The clinical manifestations of SCA are variable; 

  • Symptoms usually occur after 6 months of life.
  • acute  onset  of  unexplained  illness,  including  acute  pain,  anaemia,  acute  neurological symptoms,  loss  of  vision,  respiratory  infections,  hepatosplenomegaly,  jaundice,  swollen limbs and sepsis.
  • Four types of crises occur in SCD; vaso-occlussive crisis, hemolytic crisis, sequestration crisis, aplastic crisis.

Investigations 

Screening test: sickling test, isoelectric focusing (electrophoretic separation) 

Confirmatory  Tests:  Sickle  Scan,  haemoglobin  electrophoresis,  HPLC  (High  performance  Liquid  Chromatography) 

Other ancillary laboratory investigations useful in detection and monitoring of the disease include: 

  • FBP, Reticulocyte count, Peripheral blood film
  • Blood culture and sensitivity
  • LDH, total and indirect bilirubin, liver and renal profile
  • POC blood gases, ECG
  • mRDT, RBG
  • Blood grouping and cross match,
  • Imaging eg CXR, ECHO, Ultrasounds (abdominal and transcranial doppler TCD USS), and CT Scan head if suspicious of stroke.

Note: Confirmatory  test  should  be  done  to  all  patients  with  positive  screening  tests  and  those  with  negative screening test results but have clinical presentation suggestive of SCD. 

Screening 

  • From the age of 10 years, screen for renal disease (proteinuria by urine dipstick) and retinopathy  annually 
  • Annual screening for risk of stroke by transcranial Doppler from the age of 2years to 16years. 

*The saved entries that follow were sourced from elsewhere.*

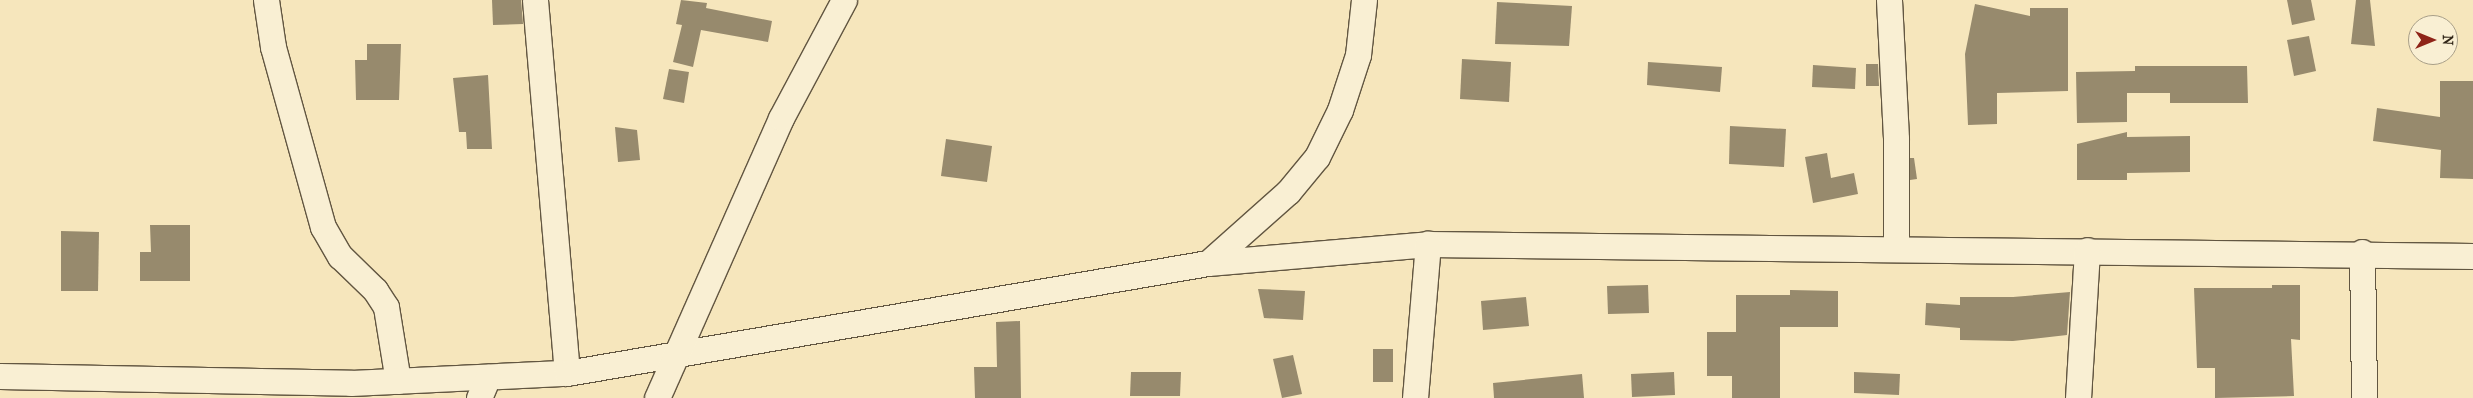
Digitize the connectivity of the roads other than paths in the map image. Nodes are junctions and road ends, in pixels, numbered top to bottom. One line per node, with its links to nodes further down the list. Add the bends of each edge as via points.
1 (266, 0): 16 (street, via 273,47 323,227 340,256 375,290 386,307)
2 (535, 0): 14 (street)
3 (844, 0): 12 (street, via 781,118)
4 (1364, 0): 11 (street, via 1358,55 1340,110 1317,157 1288,192)
5 (1889, 0): 7 (street, via 1896,139)
6 (1428, 244): 7 (street); 11 (street); 19 (street)
7 (1896, 248): 8 (street)
8 (2087, 250): 9 (street); 20 (street)
9 (2362, 252): 10 (street); 21 (street)
10 (2473, 256)
11 (1208, 263): 12 (street)
12 (674, 356): 14 (street); 18 (street)
13 (0, 370): 15 (street)
14 (567, 373): 17 (street)
15 (0, 376): 16 (street)
16 (398, 381): 17 (street)
17 (484, 387)
18 (657, 398)
19 (1415, 398)
20 (2078, 398)
21 (2364, 398)

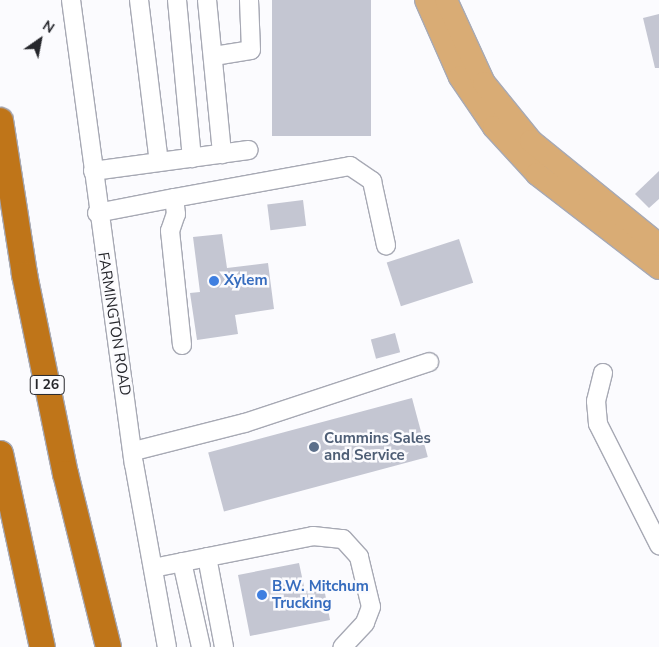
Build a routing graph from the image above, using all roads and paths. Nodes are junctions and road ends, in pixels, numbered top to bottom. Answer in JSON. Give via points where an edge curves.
{"nodes":[{"id":1,"x":71,"y":0,"type":"edge"},
{"id":2,"x":139,"y":0,"type":"edge"},
{"id":3,"x":177,"y":0,"type":"edge"},
{"id":4,"x":207,"y":0,"type":"edge"},
{"id":5,"x":249,"y":0,"type":"edge"},
{"id":6,"x":426,"y":0,"type":"edge"},
{"id":7,"x":446,"y":0,"type":"edge"},
{"id":8,"x":214,"y":56,"type":"junction"},
{"id":9,"x":0,"y":120,"type":"edge"},
{"id":10,"x":250,"y":150,"type":"dead end"},
{"id":11,"x":222,"y":154,"type":"junction"},
{"id":12,"x":192,"y":158,"type":"junction"},
{"id":13,"x":159,"y":162,"type":"junction"},
{"id":14,"x":93,"y":171,"type":"junction"},
{"id":15,"x":174,"y":198,"type":"junction"},
{"id":16,"x":97,"y":213,"type":"junction"},
{"id":17,"x":386,"y":245,"type":"dead end"},
{"id":18,"x":657,"y":258,"type":"edge"},
{"id":19,"x":182,"y":345,"type":"dead end"},
{"id":20,"x":429,"y":362,"type":"dead end"},
{"id":21,"x":603,"y":373,"type":"dead end"},
{"id":22,"x":134,"y":451,"type":"junction"},
{"id":23,"x":0,"y":454,"type":"edge"},
{"id":24,"x":659,"y":545,"type":"edge"},
{"id":25,"x":207,"y":557,"type":"junction"},
{"id":26,"x":182,"y":562,"type":"junction"},
{"id":27,"x":153,"y":568,"type":"junction"},
{"id":28,"x":42,"y":647,"type":"edge"},
{"id":29,"x":108,"y":647,"type":"edge"},
{"id":30,"x":167,"y":647,"type":"edge"},
{"id":31,"x":201,"y":647,"type":"edge"},
{"id":32,"x":224,"y":647,"type":"edge"},
{"id":33,"x":342,"y":647,"type":"edge"}],
"edges":[{"from":1,"to":14,"type":"street","name":"FARMINGTON ROAD"},
{"from":2,"to":13,"type":"street"},
{"from":3,"to":12,"type":"street"},
{"from":4,"to":8,"type":"street"},
{"from":5,"to":8,"type":"street","via":[[251,50]]},
{"from":6,"to":18,"type":"main road","via":[[460,77],[494,127],[537,174]]},
{"from":7,"to":18,"type":"main road","via":[[484,84],[531,141]]},
{"from":8,"to":11,"type":"street"},
{"from":9,"to":29,"type":"highway","number":"I 26","via":[[24,274],[59,445]]},
{"from":10,"to":11,"type":"street"},
{"from":11,"to":12,"type":"street"},
{"from":12,"to":13,"type":"street"},
{"from":13,"to":14,"type":"street"},
{"from":14,"to":16,"type":"street","name":"FARMINGTON ROAD"},
{"from":15,"to":16,"type":"street"},
{"from":15,"to":17,"type":"street","via":[[350,166],[372,181]]},
{"from":15,"to":19,"type":"street","via":[[176,214],[170,231]]},
{"from":16,"to":22,"type":"street","name":"FARMINGTON ROAD"},
{"from":20,"to":22,"type":"street","via":[[245,423]]},
{"from":21,"to":24,"type":"street","via":[[596,401],[598,424]]},
{"from":22,"to":27,"type":"street","name":"FARMINGTON ROAD"},
{"from":23,"to":28,"type":"highway"},
{"from":25,"to":26,"type":"street"},
{"from":25,"to":32,"type":"street"},
{"from":25,"to":33,"type":"street","via":[[313,536],[343,540],[358,557],[371,607],[366,623]]},
{"from":26,"to":27,"type":"street"},
{"from":26,"to":31,"type":"street"},
{"from":27,"to":30,"type":"street","name":"FARMINGTON ROAD"}]}
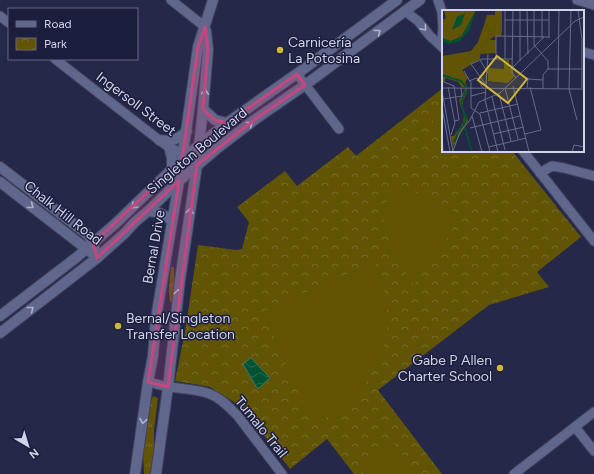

Pharmacological Treatment 

A: folic acid (PO) 5mg 24hourly 

 

 

Prophylaxis against Pneumococcal Infection 

A: phenoxymethyl penicillin (PO) 125mg for children younger than 3years; phenoxymethyl penicillin (PO) 250mg for children 3 years and older twelve hourly until 5years of age in all  children with SCA.  

Immunisation against pneumococcal infection 

A: pneumococcal conjugate vaccine (PCV-13) from two months of age, 3 doses 8 weeks apart (i.e at age 2months, 4 months and 6 months) and a booster dose between 12-15  months. If the child has not previously received this vaccine, then at least one dose should  be given between 6-18 years. PCV-13 and vaccine against H. influenza is incorporated in  Tanzania EPI schedule. 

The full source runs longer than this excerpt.